TASK BRIEF - While reading through the material below, copy each line that holds the word "readable".

SOURCE MATERIAL -
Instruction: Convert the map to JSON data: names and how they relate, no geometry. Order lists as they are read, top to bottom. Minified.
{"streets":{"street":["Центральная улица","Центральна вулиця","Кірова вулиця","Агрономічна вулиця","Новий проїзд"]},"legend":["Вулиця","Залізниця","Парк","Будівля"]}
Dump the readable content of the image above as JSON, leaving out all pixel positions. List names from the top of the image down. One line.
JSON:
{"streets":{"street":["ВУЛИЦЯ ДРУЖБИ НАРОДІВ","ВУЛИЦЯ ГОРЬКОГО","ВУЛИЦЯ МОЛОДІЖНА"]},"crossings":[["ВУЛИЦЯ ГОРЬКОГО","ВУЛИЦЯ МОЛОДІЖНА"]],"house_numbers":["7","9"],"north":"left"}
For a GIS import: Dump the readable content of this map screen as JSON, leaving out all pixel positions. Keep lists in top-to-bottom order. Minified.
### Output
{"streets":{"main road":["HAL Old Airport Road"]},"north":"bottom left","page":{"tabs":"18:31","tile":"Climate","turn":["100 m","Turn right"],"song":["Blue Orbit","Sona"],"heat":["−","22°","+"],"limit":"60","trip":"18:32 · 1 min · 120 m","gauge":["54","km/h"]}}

EXERCISE OUTPUT -
Dump the readable content of the image above as JSON, leaving out all pixel positions. List names from the top of the image down. One line.
For a GIS import: Dump the readable content of this map screen as JSON, leaving out all pixel positions. Keep lists in top-to-bottom order. Minified.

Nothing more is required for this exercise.